Supplied data |
☆ ☆ ☆ ☆ ☆

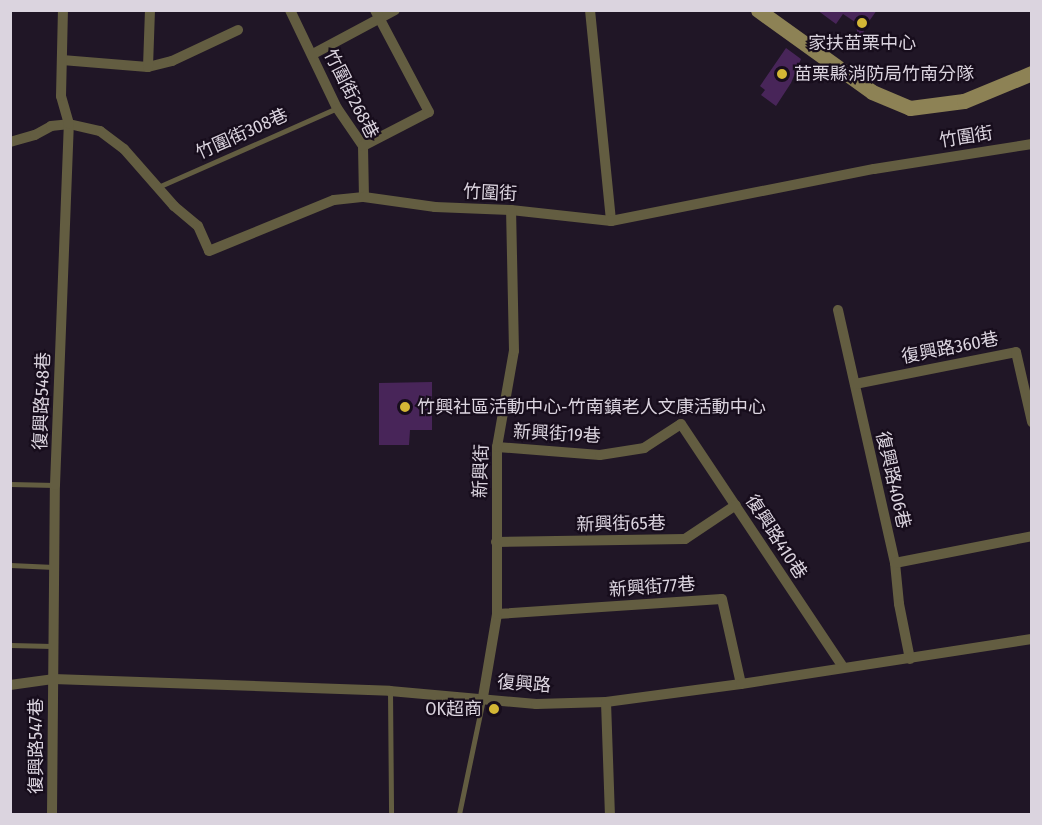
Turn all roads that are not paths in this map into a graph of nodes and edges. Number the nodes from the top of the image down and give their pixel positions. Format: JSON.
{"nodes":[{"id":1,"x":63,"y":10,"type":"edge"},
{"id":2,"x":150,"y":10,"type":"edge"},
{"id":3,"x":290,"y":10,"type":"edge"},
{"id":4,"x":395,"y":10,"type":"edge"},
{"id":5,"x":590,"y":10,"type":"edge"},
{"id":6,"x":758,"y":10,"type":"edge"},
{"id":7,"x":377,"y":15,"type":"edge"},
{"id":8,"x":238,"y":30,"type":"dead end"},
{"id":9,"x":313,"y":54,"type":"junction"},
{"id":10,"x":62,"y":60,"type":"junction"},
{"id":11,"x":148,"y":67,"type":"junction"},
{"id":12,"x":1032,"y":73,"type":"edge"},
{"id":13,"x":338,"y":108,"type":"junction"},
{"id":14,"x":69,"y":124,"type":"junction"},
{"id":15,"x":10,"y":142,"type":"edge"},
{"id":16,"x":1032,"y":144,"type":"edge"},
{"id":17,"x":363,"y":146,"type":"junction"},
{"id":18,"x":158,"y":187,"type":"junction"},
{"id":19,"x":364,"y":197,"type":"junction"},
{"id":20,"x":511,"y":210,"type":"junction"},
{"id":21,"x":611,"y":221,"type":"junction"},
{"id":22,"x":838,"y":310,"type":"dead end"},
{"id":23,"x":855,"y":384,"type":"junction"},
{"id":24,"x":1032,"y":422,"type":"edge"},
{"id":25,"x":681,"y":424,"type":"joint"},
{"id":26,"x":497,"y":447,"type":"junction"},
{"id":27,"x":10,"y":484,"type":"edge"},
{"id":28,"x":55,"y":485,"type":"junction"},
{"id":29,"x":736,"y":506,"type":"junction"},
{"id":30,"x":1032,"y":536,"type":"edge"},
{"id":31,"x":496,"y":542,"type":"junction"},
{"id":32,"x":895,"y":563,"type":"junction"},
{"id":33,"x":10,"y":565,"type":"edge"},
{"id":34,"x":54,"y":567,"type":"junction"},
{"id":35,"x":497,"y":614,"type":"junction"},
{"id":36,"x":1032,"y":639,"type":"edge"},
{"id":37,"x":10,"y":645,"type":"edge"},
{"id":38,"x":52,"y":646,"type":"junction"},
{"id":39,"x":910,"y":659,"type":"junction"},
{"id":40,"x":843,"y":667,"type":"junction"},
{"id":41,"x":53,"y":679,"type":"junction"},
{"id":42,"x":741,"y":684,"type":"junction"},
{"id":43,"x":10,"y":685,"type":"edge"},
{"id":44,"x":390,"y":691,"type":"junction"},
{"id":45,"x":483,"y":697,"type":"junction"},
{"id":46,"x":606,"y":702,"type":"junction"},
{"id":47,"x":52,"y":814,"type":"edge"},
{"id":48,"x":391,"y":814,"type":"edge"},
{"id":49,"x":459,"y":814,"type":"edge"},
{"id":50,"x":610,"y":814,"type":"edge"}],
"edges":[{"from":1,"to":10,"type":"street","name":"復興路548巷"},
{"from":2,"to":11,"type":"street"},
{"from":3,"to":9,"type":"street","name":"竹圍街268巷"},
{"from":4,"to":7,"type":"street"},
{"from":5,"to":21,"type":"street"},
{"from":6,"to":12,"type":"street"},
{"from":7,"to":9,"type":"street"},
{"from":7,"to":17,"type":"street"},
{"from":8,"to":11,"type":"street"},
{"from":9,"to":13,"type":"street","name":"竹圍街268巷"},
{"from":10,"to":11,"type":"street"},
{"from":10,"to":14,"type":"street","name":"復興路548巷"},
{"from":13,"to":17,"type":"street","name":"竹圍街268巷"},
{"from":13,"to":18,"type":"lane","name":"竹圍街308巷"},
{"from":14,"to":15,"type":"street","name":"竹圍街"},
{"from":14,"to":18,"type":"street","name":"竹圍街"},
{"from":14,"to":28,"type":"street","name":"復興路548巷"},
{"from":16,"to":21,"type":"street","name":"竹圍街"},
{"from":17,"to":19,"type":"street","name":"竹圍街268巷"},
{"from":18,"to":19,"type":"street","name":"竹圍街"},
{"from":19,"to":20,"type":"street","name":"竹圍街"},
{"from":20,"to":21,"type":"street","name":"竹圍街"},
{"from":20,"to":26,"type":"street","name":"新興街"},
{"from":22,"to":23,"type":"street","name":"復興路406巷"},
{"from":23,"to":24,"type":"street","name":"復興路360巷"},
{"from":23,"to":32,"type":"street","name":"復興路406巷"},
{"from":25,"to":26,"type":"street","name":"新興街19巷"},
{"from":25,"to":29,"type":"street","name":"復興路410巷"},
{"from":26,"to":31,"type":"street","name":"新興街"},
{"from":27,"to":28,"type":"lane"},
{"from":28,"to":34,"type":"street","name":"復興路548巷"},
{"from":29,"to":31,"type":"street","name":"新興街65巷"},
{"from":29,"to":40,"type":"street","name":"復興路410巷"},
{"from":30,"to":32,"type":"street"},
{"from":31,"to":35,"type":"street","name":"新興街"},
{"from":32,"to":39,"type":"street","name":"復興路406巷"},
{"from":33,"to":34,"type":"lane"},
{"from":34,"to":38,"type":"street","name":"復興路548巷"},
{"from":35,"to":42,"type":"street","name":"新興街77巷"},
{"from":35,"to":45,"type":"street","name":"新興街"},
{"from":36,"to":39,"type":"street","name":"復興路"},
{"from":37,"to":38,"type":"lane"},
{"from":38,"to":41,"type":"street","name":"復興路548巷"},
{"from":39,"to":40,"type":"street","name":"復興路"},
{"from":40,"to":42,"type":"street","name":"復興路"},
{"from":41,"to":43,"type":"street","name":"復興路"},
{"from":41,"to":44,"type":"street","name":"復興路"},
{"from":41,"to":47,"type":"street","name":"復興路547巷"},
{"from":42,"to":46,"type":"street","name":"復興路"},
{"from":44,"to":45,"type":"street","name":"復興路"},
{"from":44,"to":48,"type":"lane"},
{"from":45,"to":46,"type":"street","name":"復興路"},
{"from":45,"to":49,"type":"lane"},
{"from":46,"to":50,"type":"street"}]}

☆ ☆ ☆ ☆ ☆

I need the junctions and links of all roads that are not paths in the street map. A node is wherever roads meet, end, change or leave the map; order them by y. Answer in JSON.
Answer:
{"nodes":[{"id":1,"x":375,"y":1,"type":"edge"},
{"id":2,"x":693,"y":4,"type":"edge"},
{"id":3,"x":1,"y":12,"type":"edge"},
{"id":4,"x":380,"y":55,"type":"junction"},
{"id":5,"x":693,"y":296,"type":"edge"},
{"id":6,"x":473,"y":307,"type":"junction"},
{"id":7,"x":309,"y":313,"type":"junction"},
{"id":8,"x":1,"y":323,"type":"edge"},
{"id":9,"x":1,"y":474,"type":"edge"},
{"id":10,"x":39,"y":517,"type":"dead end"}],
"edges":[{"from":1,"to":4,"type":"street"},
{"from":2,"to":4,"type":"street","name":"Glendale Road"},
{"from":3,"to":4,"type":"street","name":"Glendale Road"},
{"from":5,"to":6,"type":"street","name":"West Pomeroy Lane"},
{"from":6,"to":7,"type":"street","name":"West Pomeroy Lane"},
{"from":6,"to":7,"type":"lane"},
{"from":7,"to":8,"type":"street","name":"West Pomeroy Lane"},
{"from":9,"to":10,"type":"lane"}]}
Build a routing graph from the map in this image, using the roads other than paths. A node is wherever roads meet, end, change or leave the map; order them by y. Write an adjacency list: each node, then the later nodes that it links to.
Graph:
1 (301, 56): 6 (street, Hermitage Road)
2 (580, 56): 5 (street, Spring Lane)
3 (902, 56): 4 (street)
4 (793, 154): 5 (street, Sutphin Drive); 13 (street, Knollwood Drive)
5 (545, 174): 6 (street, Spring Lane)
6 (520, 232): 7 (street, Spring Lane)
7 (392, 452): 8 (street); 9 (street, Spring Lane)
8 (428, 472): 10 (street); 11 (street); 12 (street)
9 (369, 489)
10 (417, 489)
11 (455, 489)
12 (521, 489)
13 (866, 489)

☆ ☆ ☆ ☆ ☆

What you have to do | For the word "change", please count the lines in the data where it appears and respond with the number only.

Result of this exercise | 2